ON MOTION FOR REVIEW OF ORDER TO STAY
PER CURIAM.
Appellee, Frank Mitchell, requests review, pursuant to Florida Rule of Appellate Procedure 9.310(f), of the trial court's order denying appellee's motion to vacate the automatic stay provided for in Florida Rule of Appellate Procedure 9.310(b)(2) and seeks the reversal of such. In his motion for review, appellee contends that the trial court erred in denying his motion to vacate the stay because, while the commitment of sexually violent predators under the Jimmy Ryce Act has been deemed to be civil in nature, such commitment during the pendency of the State's appeal constitutes a serious deprivation of a defendant's liberty interests. Concluding that the automatic stay provision set forth in rule 9.310(b)(2) is applicable to civil commitment proceedings brought under the Jimmy Ryce Act when the State appeals the lower court's dismissal of the *1210 petition seeking commitment, we affirm the trial court's order.
In the instant case, the State sought to civilly commit appellee as a sexually violent predator pursuant to what is commonly known as the Jimmy Ryce Act, sections 394.910-394.931, Florida Statutes (2000) (entitled "Involuntary Civil Commitment of Sexually Violent Predators"). The trial court found that there was probable cause to believe that appellee was a sexually violent predator. Thereafter, the trial court dismissed the proceeding for lack of jurisdiction and the State filed a notice of appeal. Appellee subsequently filed a motion with the trial court to vacate the automatic stay under rule 9.310(b)(2). However, the trial court denied the motion, stating that the issue presented was one of first impression in Florida and determining that it was unable to find that the State had no likelihood of success on appeal.
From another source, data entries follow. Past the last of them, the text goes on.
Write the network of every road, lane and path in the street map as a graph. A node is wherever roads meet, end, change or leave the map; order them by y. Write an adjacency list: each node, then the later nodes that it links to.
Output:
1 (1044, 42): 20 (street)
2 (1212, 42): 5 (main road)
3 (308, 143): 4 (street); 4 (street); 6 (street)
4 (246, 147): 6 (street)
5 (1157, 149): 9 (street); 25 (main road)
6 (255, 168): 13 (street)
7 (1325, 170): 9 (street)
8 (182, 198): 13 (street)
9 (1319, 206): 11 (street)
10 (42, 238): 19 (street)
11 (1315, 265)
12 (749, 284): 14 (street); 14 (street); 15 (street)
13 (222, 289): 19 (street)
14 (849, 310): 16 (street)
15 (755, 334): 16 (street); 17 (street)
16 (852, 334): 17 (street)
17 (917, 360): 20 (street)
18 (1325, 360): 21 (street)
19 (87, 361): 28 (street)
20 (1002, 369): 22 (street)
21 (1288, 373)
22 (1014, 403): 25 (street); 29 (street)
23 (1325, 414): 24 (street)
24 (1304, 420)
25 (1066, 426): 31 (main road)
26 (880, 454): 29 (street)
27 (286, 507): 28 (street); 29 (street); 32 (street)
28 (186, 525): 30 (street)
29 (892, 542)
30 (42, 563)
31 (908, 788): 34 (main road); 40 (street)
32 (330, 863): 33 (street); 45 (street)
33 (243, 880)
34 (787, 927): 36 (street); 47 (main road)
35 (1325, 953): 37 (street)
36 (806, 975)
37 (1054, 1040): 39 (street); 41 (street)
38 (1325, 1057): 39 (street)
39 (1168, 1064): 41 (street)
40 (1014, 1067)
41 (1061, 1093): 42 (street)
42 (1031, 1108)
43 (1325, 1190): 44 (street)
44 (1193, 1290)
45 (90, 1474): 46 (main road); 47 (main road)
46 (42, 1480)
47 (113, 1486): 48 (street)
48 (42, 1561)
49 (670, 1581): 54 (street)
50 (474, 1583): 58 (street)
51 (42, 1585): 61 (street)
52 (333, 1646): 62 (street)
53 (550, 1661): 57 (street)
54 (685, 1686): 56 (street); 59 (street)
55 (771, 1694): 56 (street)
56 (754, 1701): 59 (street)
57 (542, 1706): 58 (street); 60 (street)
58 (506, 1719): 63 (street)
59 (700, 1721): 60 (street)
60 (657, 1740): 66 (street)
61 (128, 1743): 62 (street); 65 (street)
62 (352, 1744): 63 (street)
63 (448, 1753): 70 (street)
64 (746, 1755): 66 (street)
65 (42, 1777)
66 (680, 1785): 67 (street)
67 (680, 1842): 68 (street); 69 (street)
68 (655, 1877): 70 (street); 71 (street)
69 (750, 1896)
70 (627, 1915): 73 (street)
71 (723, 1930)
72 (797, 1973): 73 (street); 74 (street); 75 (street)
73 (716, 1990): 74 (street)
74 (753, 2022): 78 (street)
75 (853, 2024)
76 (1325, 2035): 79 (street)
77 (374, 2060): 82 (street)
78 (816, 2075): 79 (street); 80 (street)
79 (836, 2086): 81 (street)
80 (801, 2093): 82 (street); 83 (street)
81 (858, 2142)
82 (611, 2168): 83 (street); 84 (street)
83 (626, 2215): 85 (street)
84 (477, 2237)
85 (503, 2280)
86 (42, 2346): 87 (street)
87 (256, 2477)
Rule 9.310(b)(2) provides that "[t]he timely filing of a notice shall automatically operate as a stay pending review, except in criminal cases, when the state, any public officer in an official capacity, board, commission, or other public body seeks review...." The statute and the case law construing the Jimmy Ryce Act make it clear that the commitment proceedings under the Jimmy Ryce Act are civil in nature. See, e.g., Westerheide v. State, 767 So.2d 637, 648 (Fla. 5th DCA 2000) (holding that the Jimmy Ryce Act is civil in nature and that confinement is for treatment and the protection of the public, not punishment), approved by 831 So.2d 93 (Fla.2002). Moreover, section 394.9155(1), Florida Statutes (2000), provides that the Florida Rules of Civil Procedure apply to all civil commitment proceedings for sexually violent predators unless otherwise specified. It has also been observed that automatic stays are available only in civil cases and that "[s]ubject to the exception for criminal cases, rule 9.310(b)(2) makes no distinction as to the type of case in which a public party is entitled to an automatic stay." See Philip J. Padovano, Florida Appellate Practice § 12.5 at 184 (2003 ed.). Although, the automatic stay provision has been held inapplicable to discretionary review proceedings, see, e.g., State, Department of Health and Rehabilitative Services v. E.D.S. Federal Corporation, 622 So.2d 90 (Fla. 1st DCA 1993) and City of Miami v. Arostegui, 616 So.2d 1117 (Fla. 1st DCA 1993), in the instant case, the State has the right to appeal the final order of dismissal. Accordingly, because the commitment of sexually violent predators has been held to be civil in nature and because rule 9.310(b)(2) applies to civil cases, we conclude that rule 9.310(b)(2) is applicable to this appeal.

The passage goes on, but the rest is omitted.